Mesajı Okuyun
Old 16-08-2012, 10:25   #4
üye7160

 
Varsayılan

yukarıda ki açıklamama uygun bir karar :

T.C. YARGITAY

21.Hukuk Dairesi
Esas: 2009/321
Karar: 2010/2093
Karar Tarihi: 25.02.2010


ÜÇÜNCÜ KİŞİNİN İSTİHKAK İDDİASI - MÜLKİYET KARİNESİNİN MALI ELİNDE BULUNDURAN DAVALI ÜÇÜNCÜ KİŞİ YARARINA OLMASI - HACİZ UYGULANAN LABORATUARIN BORÇLU ŞİRKET İLE İLGİSİNİN TESPİT EDİLEMEMİŞ OLMASI

ÖZET: Mülkiyet karinesi malı elinde bulunduran davalı üçüncü kişi yararınadır. Haciz mahalli, borçlu şirketin takip adresi olmadığı gibi, ödeme emri de haciz mahallinde borçlu şirkete tebliğ edilmemiştir. Diğer bir anlatımla haciz uygulanan laboratuarın borçlu şirket ile ilgisi tespit edilememiştir. Davalı borçlu ve üçüncü kişi şirketlerin borçtan önceki tarihlerde kurulduğu, ortaklar arasında organik bağa rastlanmadığı da dosyadaki bilgi ve belgelerden anlaşılmaktadır. Yasal karine davalı üçüncü kişi yararına olduğundan aksini ispat yükü davacı alacaklıya aittir.

(2004 S. K. m. 97/A, 99)

Dava: Yukarıda tarih ve numarası yazılı kararın temyizen tetkiki davalı (3.Kişi) vekili tarafından istenmiş, mahkemece ilamında belirtildiği şekilde isteğin reddine karar verilmiştir. Temyiz dilekçesinin süresi içinde verildiği anlaşıldıktan ve Tetkik Hakimi Nurten Fidan tarafından düzenlenen raporla dosyadaki kağıtlar okunduktan sonra işin gereği düşünüldü ve aşağıdaki karar tesbit edildi:

Karar: Uyuşmazlık alacaklının İİK. nun 99. maddesine dayalı olarak açtığı 3. kişinin istihkak iddiasının reddi istemine ilişkindir.

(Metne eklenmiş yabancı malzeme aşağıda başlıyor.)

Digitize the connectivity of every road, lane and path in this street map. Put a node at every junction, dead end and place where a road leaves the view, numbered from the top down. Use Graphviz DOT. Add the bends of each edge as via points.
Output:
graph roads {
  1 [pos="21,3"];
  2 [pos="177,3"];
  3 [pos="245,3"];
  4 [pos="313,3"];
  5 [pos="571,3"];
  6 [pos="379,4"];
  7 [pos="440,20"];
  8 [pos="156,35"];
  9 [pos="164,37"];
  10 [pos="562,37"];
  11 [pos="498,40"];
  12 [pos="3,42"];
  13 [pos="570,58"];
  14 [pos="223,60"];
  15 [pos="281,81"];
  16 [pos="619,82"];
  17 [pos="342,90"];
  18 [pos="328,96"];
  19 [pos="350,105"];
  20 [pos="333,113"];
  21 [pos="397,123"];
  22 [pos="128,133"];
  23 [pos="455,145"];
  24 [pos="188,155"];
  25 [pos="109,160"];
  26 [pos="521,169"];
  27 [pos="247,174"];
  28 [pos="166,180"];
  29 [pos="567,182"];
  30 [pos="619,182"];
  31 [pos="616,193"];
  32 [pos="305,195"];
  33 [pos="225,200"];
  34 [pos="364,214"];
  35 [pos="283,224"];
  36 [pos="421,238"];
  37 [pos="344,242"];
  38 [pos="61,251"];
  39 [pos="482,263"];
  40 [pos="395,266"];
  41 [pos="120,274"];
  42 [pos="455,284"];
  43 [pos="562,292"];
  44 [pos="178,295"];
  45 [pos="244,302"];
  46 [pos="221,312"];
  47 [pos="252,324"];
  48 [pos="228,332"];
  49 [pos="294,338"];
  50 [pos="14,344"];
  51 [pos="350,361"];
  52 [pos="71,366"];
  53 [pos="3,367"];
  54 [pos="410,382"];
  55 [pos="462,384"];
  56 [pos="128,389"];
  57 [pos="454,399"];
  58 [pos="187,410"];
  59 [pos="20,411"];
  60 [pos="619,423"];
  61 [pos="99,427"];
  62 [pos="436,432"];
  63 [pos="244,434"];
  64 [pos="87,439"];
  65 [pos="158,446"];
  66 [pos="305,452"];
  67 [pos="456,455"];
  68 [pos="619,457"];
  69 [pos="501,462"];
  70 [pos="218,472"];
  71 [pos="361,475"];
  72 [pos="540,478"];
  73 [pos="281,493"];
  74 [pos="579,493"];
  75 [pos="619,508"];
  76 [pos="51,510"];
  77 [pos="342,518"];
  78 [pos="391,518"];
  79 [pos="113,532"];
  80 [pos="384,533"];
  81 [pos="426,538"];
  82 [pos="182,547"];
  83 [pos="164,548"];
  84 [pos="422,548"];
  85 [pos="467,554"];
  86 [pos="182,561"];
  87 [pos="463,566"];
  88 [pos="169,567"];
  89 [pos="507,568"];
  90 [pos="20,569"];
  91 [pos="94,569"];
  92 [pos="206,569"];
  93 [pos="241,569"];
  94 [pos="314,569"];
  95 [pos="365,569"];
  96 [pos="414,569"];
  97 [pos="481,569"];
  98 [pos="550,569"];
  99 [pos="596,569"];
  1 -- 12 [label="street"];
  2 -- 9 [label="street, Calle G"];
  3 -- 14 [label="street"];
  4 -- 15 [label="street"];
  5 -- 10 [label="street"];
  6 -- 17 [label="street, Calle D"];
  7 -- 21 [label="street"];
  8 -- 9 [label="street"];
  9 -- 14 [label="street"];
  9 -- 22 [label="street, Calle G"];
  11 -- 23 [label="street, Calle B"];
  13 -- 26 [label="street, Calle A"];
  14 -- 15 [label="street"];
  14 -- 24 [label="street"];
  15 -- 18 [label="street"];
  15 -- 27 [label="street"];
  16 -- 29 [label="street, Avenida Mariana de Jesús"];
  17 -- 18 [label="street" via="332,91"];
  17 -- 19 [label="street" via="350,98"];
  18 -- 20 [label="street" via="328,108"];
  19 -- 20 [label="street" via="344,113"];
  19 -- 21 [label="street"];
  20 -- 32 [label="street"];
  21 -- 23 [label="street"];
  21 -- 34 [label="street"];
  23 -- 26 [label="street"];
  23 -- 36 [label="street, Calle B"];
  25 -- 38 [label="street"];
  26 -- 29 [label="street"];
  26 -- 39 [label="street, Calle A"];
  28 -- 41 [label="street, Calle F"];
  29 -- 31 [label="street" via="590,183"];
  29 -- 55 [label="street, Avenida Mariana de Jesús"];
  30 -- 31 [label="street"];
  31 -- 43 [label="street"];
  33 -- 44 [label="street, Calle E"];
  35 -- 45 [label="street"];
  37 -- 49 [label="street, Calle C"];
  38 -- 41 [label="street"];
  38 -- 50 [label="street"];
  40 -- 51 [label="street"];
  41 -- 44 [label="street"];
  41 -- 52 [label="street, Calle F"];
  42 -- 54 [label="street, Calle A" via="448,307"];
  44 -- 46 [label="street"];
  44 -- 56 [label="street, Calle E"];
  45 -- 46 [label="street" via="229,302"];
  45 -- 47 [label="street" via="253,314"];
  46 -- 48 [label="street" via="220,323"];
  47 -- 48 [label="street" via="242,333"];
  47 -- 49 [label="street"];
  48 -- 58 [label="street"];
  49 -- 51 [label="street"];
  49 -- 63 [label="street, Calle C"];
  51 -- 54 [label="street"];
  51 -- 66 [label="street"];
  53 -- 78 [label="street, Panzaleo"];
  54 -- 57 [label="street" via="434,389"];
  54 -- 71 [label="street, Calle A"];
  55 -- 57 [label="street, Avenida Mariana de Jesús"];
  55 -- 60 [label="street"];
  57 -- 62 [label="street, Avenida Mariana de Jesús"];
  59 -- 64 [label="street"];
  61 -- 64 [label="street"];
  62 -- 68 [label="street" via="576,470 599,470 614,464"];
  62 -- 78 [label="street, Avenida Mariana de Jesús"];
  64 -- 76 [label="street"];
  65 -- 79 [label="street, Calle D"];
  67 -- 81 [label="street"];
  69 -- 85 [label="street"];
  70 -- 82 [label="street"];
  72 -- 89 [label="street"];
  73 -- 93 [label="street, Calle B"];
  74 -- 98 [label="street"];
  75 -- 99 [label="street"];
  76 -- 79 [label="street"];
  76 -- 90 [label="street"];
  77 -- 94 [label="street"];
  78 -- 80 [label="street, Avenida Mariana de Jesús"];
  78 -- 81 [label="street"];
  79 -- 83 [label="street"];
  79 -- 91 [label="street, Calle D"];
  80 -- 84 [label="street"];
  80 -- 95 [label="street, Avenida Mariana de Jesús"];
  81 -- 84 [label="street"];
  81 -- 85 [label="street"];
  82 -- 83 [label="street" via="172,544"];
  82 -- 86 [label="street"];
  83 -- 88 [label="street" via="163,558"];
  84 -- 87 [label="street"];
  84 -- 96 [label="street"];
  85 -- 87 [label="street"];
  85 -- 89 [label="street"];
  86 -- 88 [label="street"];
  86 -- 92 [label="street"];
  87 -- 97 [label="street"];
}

Dava konusu taşınır mallar alacaklının gösterdiği adreste, davalı 3. kişi şirketin laboratuarında ve davalı 3.kişi şirketlerin temsilcisinin huzurunda 02.07.2007 tarihinde haczedilmiş, davalı 3. kişi şirket yetkilisi tarafından istihkak iddiasında bulunulmuştur. Bu durumda İİK. nun 97/a maddesinde öngörülen mülkiyet karinesi malı elinde bulunduran davalı 3.kişi yararınadır. Haciz mahalli, borçlu şirketin takip adresi olmadığı gibi, ödeme emri de haciz mahallinde borçlu şirkete tebliğ edilmemiştir. Diğer bir anlatımla haciz uygulanan laboratuarın borçlu şirket ile ilgisi tespit edilememiştir. Davalı borçlu ve 3.kişi şirketlerin borçtan önceki tarihlerde kurulduğu, ortaklar arasında organik bağa rastlanmadığı da dosyadaki bilgi ve belgelerden anlaşılmaktadır. Yasal karine davalı 3. kişi yararına olduğundan aksini ispat yükü davacı alacaklıya aittir. Alacaklı ise bu yasal karinenin aksini kesin ve inandırıcı delillerle kanıtlayamamıştır.

Mahkemece bu maddi ve hukuki olgular göz önünde tutulmaksızın davanın reddi yerine kabulüne karar verilmesi usul ve yasaya aykırı olup bozma nedenidir.

O halde, davalı 3. kişinin bu yönleri amaçlayan temyiz itirazları kabul edilmeli ve hüküm bozulmalıdır.

Sonuç: Hükmün yukarıda açıklanan nedenlerle BOZULMASINA, temyiz harcının istek halinde davalı (3.Kişiye) iadesine, 25.02.2010 gününde oybirliği ile karar verildi. (¤¤)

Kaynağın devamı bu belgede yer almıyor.